| Task to complete |
Please give the data again exactly, with no line dropped.

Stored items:
|---|

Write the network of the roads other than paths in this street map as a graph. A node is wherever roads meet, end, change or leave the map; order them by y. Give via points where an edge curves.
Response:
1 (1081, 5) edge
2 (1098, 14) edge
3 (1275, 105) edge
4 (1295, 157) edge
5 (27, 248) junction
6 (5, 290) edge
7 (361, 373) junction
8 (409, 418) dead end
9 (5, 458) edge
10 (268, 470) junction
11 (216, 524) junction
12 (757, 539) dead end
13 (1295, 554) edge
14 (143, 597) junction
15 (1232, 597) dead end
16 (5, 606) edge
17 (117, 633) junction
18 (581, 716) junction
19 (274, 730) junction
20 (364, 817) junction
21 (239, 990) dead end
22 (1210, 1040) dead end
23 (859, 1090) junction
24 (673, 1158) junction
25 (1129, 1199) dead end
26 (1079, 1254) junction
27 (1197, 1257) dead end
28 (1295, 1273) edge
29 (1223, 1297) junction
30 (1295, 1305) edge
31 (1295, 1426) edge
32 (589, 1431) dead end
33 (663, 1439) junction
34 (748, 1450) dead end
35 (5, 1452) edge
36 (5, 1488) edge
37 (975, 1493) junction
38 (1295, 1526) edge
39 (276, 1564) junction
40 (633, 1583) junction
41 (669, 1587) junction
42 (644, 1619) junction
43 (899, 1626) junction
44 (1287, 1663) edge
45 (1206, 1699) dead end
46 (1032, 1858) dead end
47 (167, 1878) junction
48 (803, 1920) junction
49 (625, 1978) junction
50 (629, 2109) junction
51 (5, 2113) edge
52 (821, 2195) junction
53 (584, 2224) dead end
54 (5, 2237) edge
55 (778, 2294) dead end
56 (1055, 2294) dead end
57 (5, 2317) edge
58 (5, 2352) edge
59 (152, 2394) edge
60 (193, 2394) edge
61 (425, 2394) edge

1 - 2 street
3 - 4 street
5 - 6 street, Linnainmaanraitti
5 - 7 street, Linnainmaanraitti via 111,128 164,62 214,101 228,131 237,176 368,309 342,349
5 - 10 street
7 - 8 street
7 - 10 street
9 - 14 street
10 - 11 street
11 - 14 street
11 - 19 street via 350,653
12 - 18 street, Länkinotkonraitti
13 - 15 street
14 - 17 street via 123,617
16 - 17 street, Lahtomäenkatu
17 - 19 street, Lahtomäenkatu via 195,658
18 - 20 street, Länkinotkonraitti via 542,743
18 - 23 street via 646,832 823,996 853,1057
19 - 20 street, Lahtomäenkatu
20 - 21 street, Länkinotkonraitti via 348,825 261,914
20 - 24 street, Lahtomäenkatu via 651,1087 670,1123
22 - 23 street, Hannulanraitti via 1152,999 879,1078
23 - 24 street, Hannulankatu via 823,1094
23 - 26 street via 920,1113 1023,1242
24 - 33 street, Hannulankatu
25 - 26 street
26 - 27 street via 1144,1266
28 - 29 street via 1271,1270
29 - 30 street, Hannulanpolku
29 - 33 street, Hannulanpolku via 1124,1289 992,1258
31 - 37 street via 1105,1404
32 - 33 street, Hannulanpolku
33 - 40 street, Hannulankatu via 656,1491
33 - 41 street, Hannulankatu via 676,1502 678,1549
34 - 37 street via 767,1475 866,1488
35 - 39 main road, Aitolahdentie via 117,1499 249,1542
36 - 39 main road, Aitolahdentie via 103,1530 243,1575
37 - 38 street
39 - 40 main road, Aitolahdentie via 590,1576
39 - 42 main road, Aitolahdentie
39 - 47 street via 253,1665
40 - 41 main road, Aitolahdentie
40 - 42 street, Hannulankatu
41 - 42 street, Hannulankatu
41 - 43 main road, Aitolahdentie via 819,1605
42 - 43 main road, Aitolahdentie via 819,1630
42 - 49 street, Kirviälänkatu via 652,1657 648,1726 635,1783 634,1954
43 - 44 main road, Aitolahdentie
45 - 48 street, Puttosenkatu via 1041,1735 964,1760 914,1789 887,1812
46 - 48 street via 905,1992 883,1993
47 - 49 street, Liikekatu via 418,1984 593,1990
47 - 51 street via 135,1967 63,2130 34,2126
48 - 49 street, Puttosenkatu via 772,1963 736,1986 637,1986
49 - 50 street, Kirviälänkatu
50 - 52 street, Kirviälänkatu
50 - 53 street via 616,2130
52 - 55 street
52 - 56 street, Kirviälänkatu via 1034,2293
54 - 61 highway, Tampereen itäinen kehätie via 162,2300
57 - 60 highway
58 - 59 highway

|---|

| Written response |
Write the network of the roads other than paths in this street map as a graph. A node is wherever roads meet, end, change or leave the map; order them by y. Give via points where an edge curves.
Response:
1 (1081, 5) edge
2 (1098, 14) edge
3 (1275, 105) edge
4 (1295, 157) edge
5 (27, 248) junction
6 (5, 290) edge
7 (361, 373) junction
8 (409, 418) dead end
9 (5, 458) edge
10 (268, 470) junction
11 (216, 524) junction
12 (757, 539) dead end
13 (1295, 554) edge
14 (143, 597) junction
15 (1232, 597) dead end
16 (5, 606) edge
17 (117, 633) junction
18 (581, 716) junction
19 (274, 730) junction
20 (364, 817) junction
21 (239, 990) dead end
22 (1210, 1040) dead end
23 (859, 1090) junction
24 (673, 1158) junction
25 (1129, 1199) dead end
26 (1079, 1254) junction
27 (1197, 1257) dead end
28 (1295, 1273) edge
29 (1223, 1297) junction
30 (1295, 1305) edge
31 (1295, 1426) edge
32 (589, 1431) dead end
33 (663, 1439) junction
34 (748, 1450) dead end
35 (5, 1452) edge
36 (5, 1488) edge
37 (975, 1493) junction
38 (1295, 1526) edge
39 (276, 1564) junction
40 (633, 1583) junction
41 (669, 1587) junction
42 (644, 1619) junction
43 (899, 1626) junction
44 (1287, 1663) edge
45 (1206, 1699) dead end
46 (1032, 1858) dead end
47 (167, 1878) junction
48 (803, 1920) junction
49 (625, 1978) junction
50 (629, 2109) junction
51 (5, 2113) edge
52 (821, 2195) junction
53 (584, 2224) dead end
54 (5, 2237) edge
55 (778, 2294) dead end
56 (1055, 2294) dead end
57 (5, 2317) edge
58 (5, 2352) edge
59 (152, 2394) edge
60 (193, 2394) edge
61 (425, 2394) edge

1 - 2 street
3 - 4 street
5 - 6 street, Linnainmaanraitti
5 - 7 street, Linnainmaanraitti via 111,128 164,62 214,101 228,131 237,176 368,309 342,349
5 - 10 street
7 - 8 street
7 - 10 street
9 - 14 street
10 - 11 street
11 - 14 street
11 - 19 street via 350,653
12 - 18 street, Länkinotkonraitti
13 - 15 street
14 - 17 street via 123,617
16 - 17 street, Lahtomäenkatu
17 - 19 street, Lahtomäenkatu via 195,658
18 - 20 street, Länkinotkonraitti via 542,743
18 - 23 street via 646,832 823,996 853,1057
19 - 20 street, Lahtomäenkatu
20 - 21 street, Länkinotkonraitti via 348,825 261,914
20 - 24 street, Lahtomäenkatu via 651,1087 670,1123
22 - 23 street, Hannulanraitti via 1152,999 879,1078
23 - 24 street, Hannulankatu via 823,1094
23 - 26 street via 920,1113 1023,1242
24 - 33 street, Hannulankatu
25 - 26 street
26 - 27 street via 1144,1266
28 - 29 street via 1271,1270
29 - 30 street, Hannulanpolku
29 - 33 street, Hannulanpolku via 1124,1289 992,1258
31 - 37 street via 1105,1404
32 - 33 street, Hannulanpolku
33 - 40 street, Hannulankatu via 656,1491
33 - 41 street, Hannulankatu via 676,1502 678,1549
34 - 37 street via 767,1475 866,1488
35 - 39 main road, Aitolahdentie via 117,1499 249,1542
36 - 39 main road, Aitolahdentie via 103,1530 243,1575
37 - 38 street
39 - 40 main road, Aitolahdentie via 590,1576
39 - 42 main road, Aitolahdentie
39 - 47 street via 253,1665
40 - 41 main road, Aitolahdentie
40 - 42 street, Hannulankatu
41 - 42 street, Hannulankatu
41 - 43 main road, Aitolahdentie via 819,1605
42 - 43 main road, Aitolahdentie via 819,1630
42 - 49 street, Kirviälänkatu via 652,1657 648,1726 635,1783 634,1954
43 - 44 main road, Aitolahdentie
45 - 48 street, Puttosenkatu via 1041,1735 964,1760 914,1789 887,1812
46 - 48 street via 905,1992 883,1993
47 - 49 street, Liikekatu via 418,1984 593,1990
47 - 51 street via 135,1967 63,2130 34,2126
48 - 49 street, Puttosenkatu via 772,1963 736,1986 637,1986
49 - 50 street, Kirviälänkatu
50 - 52 street, Kirviälänkatu
50 - 53 street via 616,2130
52 - 55 street
52 - 56 street, Kirviälänkatu via 1034,2293
54 - 61 highway, Tampereen itäinen kehätie via 162,2300
57 - 60 highway
58 - 59 highway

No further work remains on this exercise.